Они пригласили меня на ужин через неделю. Когда я уходила, рассказали мне, на каком автобусе я смогу вернуться домой, объяснили, как найти остановку: 47 автобус останавливался в двух шагах от их дома, на Литейном. Этого номера уже не существует, но когда-то у него был прекрасный, продолжительный маршрут: он шел от Финского вокзала через Неву, проезжал Литейный, огибал Летний сад, снова пересекал Неву и привозил меня на Васильевский остров, где я сходила. Воспоминания о тех вечерах неразрывно связаны с 47 автобусом, который не спеша останавливался и, покачиваясь, ехал дальше, тихо по тихому городу.

Время от времени мы договаривались о встрече. Но их номера телефона у меня не было: они предпочитали, чтобы я не звонила. Я приходила к ним снова и снова, снедаемая непреодолимым любопытством. Что-то влекло меня в этот наполненный ожиданием дом. Катализатором ожидания был третий обитатель дома — черная кошка в “белых сапожках”, как их называл Александр Иванович. Кошку спас от смерти Иосиф — ее хотели утопить — и, уезжая, оставил на попечение родителям. “Это на редкость тактичная кошка, к тому же хорошо воспитанная”, — любил повторять Александр Иванович. Кошка, получившая от прежнего владельца бойкое имя Киса, без конца носилась взад и вперед вдоль стен, а притолока над дверью служила ей наблюдательным постом. Она обожала риск, выступы и пропасти были ее стихией. Я уже видела раньше эту кошку. У Ляли, грузинской славистки, преподававшей в Лондоне, старинной приятельницы Иосифа. На ее письменном столе стояла фотография юноши в берете, с пугающе взрослым лицом. Из его джинсовой куртки, высунув мордочку и две белые лапки, выглядывала Киса. Я, в свою очередь, тайно перефотографировала этот снимок. Теперь, оставшись одна, кошка никому не позволяла себя гладить.
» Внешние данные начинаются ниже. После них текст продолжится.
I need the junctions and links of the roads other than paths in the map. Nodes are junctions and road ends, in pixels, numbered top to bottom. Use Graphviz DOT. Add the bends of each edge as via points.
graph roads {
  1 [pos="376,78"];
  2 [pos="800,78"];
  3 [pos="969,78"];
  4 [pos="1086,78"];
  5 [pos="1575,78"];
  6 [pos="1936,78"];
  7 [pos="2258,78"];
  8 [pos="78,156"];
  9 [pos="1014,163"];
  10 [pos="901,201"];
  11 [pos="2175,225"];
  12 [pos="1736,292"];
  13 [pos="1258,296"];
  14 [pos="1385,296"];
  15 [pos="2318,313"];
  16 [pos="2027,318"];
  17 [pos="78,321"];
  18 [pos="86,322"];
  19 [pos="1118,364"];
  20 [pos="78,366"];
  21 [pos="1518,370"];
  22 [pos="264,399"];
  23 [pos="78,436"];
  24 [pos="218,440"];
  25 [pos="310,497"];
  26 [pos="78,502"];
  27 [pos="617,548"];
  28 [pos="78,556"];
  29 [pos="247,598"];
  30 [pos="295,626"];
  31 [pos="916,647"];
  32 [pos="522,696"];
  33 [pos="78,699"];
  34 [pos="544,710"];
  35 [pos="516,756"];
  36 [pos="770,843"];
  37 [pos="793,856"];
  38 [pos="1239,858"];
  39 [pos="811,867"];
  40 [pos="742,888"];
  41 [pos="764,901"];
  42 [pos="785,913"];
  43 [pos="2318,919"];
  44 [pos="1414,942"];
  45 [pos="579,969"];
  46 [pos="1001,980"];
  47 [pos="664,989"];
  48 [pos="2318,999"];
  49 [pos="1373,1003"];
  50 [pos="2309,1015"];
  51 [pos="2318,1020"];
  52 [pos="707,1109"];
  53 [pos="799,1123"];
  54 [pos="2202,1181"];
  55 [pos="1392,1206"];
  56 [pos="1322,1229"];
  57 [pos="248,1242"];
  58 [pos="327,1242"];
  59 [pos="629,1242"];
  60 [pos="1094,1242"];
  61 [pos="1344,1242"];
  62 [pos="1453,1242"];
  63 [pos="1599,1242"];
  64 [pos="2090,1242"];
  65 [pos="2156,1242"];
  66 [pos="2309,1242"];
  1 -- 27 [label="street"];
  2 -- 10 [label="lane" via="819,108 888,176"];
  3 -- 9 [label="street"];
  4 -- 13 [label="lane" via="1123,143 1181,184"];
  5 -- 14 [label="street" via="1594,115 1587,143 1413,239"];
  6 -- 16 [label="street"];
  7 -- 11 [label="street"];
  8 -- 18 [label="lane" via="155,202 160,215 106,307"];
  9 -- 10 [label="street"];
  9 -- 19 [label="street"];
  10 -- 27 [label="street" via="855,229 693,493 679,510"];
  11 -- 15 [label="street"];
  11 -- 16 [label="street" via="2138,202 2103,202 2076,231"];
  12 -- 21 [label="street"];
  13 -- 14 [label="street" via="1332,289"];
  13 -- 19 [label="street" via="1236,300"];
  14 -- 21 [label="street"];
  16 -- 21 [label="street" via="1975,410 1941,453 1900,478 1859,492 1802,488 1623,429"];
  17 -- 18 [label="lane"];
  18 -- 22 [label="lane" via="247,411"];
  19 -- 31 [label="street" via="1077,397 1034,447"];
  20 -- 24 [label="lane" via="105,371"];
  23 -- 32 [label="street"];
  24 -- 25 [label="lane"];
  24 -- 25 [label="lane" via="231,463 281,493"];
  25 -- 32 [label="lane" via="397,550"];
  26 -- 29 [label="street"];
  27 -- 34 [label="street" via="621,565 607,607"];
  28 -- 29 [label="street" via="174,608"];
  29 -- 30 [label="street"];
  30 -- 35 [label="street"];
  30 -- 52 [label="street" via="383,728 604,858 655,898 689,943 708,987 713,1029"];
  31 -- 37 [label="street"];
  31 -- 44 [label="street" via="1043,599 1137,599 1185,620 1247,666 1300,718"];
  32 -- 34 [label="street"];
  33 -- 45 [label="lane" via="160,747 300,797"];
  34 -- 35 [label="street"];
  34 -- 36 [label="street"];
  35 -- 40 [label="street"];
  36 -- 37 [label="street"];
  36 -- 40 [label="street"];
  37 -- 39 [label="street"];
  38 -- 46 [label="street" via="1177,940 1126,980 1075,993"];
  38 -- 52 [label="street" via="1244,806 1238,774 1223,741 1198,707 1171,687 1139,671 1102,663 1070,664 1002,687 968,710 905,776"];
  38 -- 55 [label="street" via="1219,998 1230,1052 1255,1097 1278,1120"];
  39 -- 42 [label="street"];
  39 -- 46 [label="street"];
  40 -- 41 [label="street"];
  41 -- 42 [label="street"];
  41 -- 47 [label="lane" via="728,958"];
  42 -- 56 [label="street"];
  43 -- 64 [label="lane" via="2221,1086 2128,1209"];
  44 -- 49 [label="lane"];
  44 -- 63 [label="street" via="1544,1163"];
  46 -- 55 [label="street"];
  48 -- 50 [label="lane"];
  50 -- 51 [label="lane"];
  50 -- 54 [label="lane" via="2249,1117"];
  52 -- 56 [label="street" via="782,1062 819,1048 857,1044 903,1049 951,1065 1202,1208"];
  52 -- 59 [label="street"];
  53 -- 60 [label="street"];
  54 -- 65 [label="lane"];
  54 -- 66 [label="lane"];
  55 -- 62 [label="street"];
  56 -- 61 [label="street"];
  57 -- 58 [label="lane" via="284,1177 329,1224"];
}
Когда я пришла к ним во второй раз, к моему появлению успели приготовиться. Детский восторг Марии Моисеевны уступил место безупречному самообладанию. Похоже, они посовещались и заранее обдумали вопросы, которые мне зададут. Мать особенно интересовалась степенью моего знакомства с сыном. Зная его разборчивость, она принялась расспрашивать меня, с кем из его друзей мы были представлены. “Вы были в Нью-Йорке? Значит, вы знаете Леву?” Нет, Леву я не знала. “А Лялю, в Лондоне?” Да, Лялю я знала. Тут мы все с облегчением вздохнули — возможно, даже кошка.

Я приходила к Бродским каждый четверг, в пять часов, и никому не рассказывала о своих посещениях. Вечером на Васильевском острове, в общежитии с аббревиатурой капстран, то есть капиталистических стран, через которое прошло уже не одно поколение итальянских стипендиатов, меня ожидала Валя, соседка по комнате. Как заправский сыщик, она первым делом смотрела на мои ноги, по их устойчивости пытаясь определить, пила я или нет. И под ее пристальным пронизывающим взглядом ноги в самом деле начинали подкашиваться.

В следующий четверг я снова шла к ним с подарком из “Березки”: Иосиф специально передал мне деньги на эти покупки. В прихожей, пока я снимала сапоги и надевала тапочки, предметом обсуждения становилась моя одежда. Часто ее находили слишком легкой, советовали одеваться теплее. “Да она полураздета!” — без обиняков заключала Мария Моисеевна, скорая на метафоры, как и сын.

Дверь всегда открывал Александр Иванович и быстро провожал меня в комнату, где неизменно присутствовала атмосфера переносимого с достоинством горя.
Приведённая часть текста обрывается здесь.